If you want to chase yield you could sign them up for a Pentagon Federal Credit Union membership (everyone is eligible) and buy an FDIC-insured 7-year CD at 4%. You could have the dividends either compounded to their account or distributed to their checking account:
https://www.penfed.org/productsAndRates/checkingAndSavings/moneyMarketCertificates.asp

You could also take that link to the bank and ask them to match PenFed's offer...
 
Hello and welcome to the forum, 2005NW Retiree, your user name almost sounds like a complete introduction but when you get a chance, go over the the "Hi, I Am" section and introduce yourself. Let us know how your retirement has been going. Four years out, I'd be interested in your perspective. :greetings10:
 
Index Annuities?

Has anyone bought Index Annuity? If yes, then how does work? Are they worth trusting?
 
I have been a lurker on this board for a while, and would appreciate some advice on a situation that is unfamiliar to me. I find myself with the responsibility of looking after the assets of a 90-year old relative with dementia. This person has always been a very conservative saver, who uses mainly CDs and money market funds as his savings vehicles. No problem. So I was recently in a bank discussing CDs, and the bank person advised me to put some of my relative's funds in an annuity. Now, I've always considered annuities as unsuitable for many, due to their high fees and low returns (not like CDs!!). In addition, a 90 year old may be too old for an asset which disappears when he dies. I expressed my concerns to the bank person, who stated that this particular product has no fees, and can be passed on in its entirety to a beneficiary. The return is currently something like 4%; and I believe the product is sold by a company called Western National.

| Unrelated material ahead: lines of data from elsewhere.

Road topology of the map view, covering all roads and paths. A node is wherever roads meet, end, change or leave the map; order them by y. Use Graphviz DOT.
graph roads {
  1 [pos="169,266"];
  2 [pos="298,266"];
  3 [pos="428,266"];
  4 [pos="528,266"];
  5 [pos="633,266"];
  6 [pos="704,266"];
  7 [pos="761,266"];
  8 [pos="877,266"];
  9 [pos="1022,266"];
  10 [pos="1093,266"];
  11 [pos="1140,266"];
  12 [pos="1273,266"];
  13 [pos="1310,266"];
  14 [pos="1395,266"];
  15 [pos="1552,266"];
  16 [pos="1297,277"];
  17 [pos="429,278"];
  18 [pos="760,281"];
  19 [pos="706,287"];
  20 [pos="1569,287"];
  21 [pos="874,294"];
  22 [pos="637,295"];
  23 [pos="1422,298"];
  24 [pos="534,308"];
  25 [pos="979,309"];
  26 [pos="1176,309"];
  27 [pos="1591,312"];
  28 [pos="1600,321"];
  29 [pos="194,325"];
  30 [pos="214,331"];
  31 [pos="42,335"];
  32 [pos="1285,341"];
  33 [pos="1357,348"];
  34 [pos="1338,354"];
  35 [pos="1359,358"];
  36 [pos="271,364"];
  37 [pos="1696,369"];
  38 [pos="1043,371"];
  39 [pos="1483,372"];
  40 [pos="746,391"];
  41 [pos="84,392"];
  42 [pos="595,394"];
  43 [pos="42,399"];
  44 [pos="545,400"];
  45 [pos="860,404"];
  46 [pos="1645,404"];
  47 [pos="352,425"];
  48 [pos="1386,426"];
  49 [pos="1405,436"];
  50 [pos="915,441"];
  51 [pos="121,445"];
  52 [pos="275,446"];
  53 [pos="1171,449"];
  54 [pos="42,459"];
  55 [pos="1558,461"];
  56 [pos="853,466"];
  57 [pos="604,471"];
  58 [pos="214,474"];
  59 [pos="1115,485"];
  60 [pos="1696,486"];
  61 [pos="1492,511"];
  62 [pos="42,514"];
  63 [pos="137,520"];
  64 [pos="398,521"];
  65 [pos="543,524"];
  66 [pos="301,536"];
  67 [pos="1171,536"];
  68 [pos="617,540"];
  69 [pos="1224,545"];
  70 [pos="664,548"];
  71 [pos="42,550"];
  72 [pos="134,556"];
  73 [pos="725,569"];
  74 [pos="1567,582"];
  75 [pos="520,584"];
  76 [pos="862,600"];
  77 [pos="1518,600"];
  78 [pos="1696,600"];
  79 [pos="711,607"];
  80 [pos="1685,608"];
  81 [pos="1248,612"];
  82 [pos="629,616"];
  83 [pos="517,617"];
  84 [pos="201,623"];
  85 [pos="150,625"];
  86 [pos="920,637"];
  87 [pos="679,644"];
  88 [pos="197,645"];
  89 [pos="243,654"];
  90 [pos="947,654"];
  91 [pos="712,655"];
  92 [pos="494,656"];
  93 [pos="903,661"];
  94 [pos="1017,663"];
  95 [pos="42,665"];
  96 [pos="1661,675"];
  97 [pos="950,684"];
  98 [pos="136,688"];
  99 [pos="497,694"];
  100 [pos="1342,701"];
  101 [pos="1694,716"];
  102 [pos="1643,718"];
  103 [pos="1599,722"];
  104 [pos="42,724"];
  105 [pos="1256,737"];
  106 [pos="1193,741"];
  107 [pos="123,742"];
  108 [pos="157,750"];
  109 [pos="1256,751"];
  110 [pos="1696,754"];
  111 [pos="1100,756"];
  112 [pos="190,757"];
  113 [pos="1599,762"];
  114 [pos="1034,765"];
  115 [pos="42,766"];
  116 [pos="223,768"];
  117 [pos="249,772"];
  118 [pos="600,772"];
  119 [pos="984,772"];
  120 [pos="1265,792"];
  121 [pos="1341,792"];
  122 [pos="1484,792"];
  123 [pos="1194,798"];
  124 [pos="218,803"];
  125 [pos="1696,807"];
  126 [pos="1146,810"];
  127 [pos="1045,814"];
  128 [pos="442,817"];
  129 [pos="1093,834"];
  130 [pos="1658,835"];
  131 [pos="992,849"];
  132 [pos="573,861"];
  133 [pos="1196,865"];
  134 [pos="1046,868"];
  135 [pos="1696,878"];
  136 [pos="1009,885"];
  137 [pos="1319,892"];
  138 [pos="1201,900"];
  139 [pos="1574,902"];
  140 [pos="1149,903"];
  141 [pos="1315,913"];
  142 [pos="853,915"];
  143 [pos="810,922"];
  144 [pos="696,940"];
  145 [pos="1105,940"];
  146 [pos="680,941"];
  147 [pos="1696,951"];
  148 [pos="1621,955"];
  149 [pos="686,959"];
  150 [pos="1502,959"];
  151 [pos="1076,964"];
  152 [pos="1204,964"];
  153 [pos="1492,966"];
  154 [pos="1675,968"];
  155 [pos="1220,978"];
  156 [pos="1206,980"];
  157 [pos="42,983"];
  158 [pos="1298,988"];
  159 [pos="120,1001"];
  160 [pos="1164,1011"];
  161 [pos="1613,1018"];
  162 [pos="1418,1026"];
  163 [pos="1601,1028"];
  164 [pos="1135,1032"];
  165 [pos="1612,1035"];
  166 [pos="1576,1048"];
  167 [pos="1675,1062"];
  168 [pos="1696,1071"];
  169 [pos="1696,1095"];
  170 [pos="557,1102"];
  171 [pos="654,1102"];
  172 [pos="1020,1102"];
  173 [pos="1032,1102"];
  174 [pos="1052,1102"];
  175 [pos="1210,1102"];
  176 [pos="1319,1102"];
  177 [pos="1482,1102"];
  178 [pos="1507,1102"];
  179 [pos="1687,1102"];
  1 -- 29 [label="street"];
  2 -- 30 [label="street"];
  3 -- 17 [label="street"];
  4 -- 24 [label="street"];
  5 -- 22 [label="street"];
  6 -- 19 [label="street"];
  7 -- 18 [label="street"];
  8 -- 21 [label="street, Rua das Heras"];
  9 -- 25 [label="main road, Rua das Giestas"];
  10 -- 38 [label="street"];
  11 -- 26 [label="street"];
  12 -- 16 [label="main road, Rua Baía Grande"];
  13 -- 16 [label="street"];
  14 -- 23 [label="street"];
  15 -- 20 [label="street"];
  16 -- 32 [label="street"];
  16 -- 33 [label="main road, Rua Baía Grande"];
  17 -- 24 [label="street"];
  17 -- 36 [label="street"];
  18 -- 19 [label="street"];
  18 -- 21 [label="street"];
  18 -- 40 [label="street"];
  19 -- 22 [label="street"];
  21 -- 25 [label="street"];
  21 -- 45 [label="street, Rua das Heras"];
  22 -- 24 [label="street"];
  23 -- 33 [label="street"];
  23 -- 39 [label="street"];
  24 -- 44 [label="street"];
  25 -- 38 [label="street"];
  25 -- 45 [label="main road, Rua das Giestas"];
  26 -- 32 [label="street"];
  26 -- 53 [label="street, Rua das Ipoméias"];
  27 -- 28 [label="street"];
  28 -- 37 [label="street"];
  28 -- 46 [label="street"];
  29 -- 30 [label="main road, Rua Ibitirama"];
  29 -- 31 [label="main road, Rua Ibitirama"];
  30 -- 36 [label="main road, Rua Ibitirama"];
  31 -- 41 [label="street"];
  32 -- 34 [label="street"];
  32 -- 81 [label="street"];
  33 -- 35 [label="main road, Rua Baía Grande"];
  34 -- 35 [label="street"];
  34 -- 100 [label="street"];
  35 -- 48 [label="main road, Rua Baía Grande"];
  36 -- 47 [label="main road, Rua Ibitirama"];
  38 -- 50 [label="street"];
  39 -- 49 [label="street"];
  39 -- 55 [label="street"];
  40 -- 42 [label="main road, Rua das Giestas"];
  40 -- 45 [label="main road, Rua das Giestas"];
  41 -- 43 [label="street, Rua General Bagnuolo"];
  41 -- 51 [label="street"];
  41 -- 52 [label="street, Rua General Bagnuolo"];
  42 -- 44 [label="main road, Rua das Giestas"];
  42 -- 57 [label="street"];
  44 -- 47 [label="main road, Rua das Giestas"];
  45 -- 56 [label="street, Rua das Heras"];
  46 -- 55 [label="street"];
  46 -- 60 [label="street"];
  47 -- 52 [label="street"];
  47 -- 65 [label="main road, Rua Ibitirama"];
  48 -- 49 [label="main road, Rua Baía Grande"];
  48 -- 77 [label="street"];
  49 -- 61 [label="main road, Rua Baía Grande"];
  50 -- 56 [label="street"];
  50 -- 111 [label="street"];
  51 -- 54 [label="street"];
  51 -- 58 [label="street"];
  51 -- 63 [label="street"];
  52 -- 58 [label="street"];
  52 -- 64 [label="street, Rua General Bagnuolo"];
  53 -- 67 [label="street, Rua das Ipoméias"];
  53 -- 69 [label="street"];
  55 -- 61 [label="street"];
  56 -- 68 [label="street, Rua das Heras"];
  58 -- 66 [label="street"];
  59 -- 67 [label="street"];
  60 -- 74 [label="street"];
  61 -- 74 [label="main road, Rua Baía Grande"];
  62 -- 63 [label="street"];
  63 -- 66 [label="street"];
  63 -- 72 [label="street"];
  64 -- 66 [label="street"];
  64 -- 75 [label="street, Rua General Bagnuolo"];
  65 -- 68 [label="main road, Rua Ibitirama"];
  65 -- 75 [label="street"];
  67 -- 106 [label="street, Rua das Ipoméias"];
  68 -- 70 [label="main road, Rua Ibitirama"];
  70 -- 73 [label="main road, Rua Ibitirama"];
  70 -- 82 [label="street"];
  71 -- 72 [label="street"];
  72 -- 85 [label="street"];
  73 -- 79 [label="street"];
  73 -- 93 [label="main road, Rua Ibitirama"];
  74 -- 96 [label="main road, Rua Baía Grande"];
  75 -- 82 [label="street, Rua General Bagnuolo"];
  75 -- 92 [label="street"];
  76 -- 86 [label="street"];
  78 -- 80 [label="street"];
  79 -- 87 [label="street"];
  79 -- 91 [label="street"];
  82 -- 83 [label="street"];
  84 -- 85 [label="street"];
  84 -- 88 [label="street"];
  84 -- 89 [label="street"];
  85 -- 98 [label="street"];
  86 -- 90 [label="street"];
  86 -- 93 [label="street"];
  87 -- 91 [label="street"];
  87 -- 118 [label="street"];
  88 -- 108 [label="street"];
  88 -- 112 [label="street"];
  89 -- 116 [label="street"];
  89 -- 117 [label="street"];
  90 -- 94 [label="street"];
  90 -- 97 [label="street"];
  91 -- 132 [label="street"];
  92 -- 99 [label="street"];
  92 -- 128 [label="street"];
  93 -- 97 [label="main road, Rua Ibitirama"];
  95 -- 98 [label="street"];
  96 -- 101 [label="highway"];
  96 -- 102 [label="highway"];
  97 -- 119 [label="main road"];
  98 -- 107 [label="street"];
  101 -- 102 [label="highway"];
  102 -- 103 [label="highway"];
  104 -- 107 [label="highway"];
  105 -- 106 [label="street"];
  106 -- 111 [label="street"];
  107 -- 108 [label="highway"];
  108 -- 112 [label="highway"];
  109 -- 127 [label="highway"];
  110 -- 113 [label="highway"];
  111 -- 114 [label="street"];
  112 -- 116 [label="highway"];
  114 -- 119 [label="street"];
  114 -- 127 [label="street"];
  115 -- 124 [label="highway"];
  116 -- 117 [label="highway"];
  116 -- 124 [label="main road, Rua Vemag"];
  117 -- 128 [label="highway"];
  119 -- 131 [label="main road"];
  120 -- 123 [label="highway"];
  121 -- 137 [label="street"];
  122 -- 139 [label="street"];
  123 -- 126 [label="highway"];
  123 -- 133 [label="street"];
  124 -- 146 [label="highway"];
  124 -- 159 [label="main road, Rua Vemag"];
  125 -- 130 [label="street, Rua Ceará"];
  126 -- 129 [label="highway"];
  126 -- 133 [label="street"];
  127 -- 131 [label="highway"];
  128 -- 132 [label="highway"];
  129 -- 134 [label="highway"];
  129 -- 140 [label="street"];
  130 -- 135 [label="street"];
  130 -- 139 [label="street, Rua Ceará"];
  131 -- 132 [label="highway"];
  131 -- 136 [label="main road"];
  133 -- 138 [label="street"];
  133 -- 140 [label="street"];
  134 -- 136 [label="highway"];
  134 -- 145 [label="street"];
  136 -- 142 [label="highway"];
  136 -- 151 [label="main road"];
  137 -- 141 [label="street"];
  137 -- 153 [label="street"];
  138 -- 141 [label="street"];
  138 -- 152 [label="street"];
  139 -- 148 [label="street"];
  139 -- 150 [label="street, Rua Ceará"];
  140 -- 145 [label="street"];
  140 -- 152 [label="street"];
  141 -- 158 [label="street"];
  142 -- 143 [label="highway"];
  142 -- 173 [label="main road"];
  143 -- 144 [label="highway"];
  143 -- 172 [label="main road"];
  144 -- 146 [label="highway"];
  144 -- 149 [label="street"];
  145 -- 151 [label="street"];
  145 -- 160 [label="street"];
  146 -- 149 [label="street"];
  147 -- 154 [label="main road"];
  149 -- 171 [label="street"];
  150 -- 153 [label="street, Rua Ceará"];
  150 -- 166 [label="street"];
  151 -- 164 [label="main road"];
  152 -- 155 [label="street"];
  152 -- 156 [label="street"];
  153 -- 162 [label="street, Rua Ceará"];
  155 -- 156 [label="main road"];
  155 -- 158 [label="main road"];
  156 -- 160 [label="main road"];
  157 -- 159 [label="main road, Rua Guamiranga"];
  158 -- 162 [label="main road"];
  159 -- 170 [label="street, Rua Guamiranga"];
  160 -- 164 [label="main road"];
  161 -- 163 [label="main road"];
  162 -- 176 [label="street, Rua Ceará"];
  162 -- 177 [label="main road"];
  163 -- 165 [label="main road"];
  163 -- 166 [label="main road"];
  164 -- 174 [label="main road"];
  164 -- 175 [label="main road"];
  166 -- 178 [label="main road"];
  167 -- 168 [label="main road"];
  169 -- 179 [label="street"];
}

Does this sound credible? I would appreciate any comments.

The asset does NOT disappear when the person dies. Most banks will not allow the selling of any kind of annuity to a person over 85 years of age.

Western National has an "ok" rating of BB.........not the rock solid rating of A- or better, I wouls stay away.

Sounds like a fixed annuity with high surrenders if you take out more than the interest. However, a fixed annuity should NOT be confused with a SPIA........;)
 
Has anyone bought Index Annuity? If yes, then how does work? Are they worth trusting?
Danger, Will Robinson. Run!

Annuities are mostly a four-letter word. Having said that, an SPIA *can* be a reasonable vehicle depending on circumstances and the vendor of the annuity. Even there, the problems are (a) many of them are high-fee crap, (b) right now payouts are low because they are tied to long-term Treasury yields and (c) they are too often sold to people for whom an annuity is not appropriate.

But these EIAs are fairly toxic and expensive in my experience looking at them. For practical purposes most people could replicate an EIA by holding a stock index and buying put options to protect against market downturns. They'd likely do better and pay far less in fees.